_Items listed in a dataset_
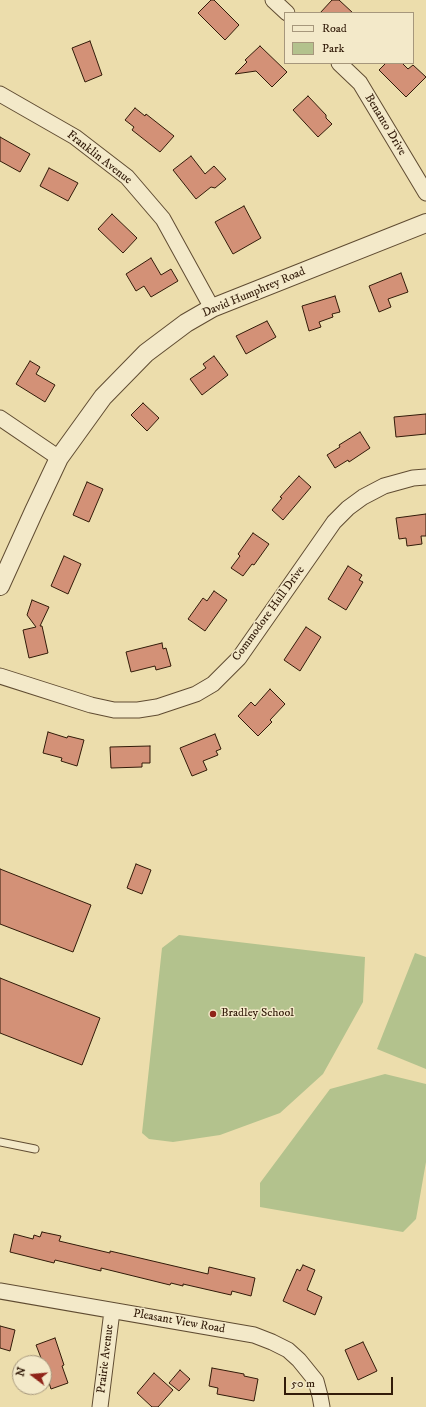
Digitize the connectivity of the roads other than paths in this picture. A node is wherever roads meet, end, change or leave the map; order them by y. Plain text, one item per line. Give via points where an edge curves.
1 (273, 0) edge
2 (286, 12) edge
3 (340, 64) edge
4 (0, 94) edge
5 (426, 192) edge
6 (426, 223) edge
7 (212, 308) junction
8 (0, 418) edge
9 (59, 458) junction
10 (426, 478) edge
11 (0, 586) edge
12 (0, 676) edge
13 (0, 1142) edge
14 (35, 1149) dead end
15 (0, 1291) edge
16 (112, 1311) junction
17 (100, 1407) edge
18 (322, 1407) edge

1 - 2 street
3 - 5 street, Benanto Drive via 360,83
4 - 7 street, Franklin Avenue via 75,137 127,177 163,219
6 - 7 street, David Humphrey Road
7 - 9 street, David Humphrey Road via 186,323 146,353 103,397
8 - 9 street
9 - 11 street, David Humphrey Road
10 - 12 street, Commodore Hull Drive via 413,478 384,486 362,497 348,508 334,522 239,658 213,684 196,694 157,708 114,710
13 - 14 lane
15 - 16 street, Pleasant View Road
16 - 17 street, Prairie Avenue
16 - 18 street, Pleasant View Road via 254,1335 272,1342 288,1350 308,1370 316,1382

_To do_
From the first line to the last, set down the data exactly, without the pictures.

_Task answer_
Digitize the connectivity of the roads other than paths in this picture. A node is wherever roads meet, end, change or leave the map; order them by y. Plain text, one item per line. Give via points where an edge curves.
1 (273, 0) edge
2 (286, 12) edge
3 (340, 64) edge
4 (0, 94) edge
5 (426, 192) edge
6 (426, 223) edge
7 (212, 308) junction
8 (0, 418) edge
9 (59, 458) junction
10 (426, 478) edge
11 (0, 586) edge
12 (0, 676) edge
13 (0, 1142) edge
14 (35, 1149) dead end
15 (0, 1291) edge
16 (112, 1311) junction
17 (100, 1407) edge
18 (322, 1407) edge

1 - 2 street
3 - 5 street, Benanto Drive via 360,83
4 - 7 street, Franklin Avenue via 75,137 127,177 163,219
6 - 7 street, David Humphrey Road
7 - 9 street, David Humphrey Road via 186,323 146,353 103,397
8 - 9 street
9 - 11 street, David Humphrey Road
10 - 12 street, Commodore Hull Drive via 413,478 384,486 362,497 348,508 334,522 239,658 213,684 196,694 157,708 114,710
13 - 14 lane
15 - 16 street, Pleasant View Road
16 - 17 street, Prairie Avenue
16 - 18 street, Pleasant View Road via 254,1335 272,1342 288,1350 308,1370 316,1382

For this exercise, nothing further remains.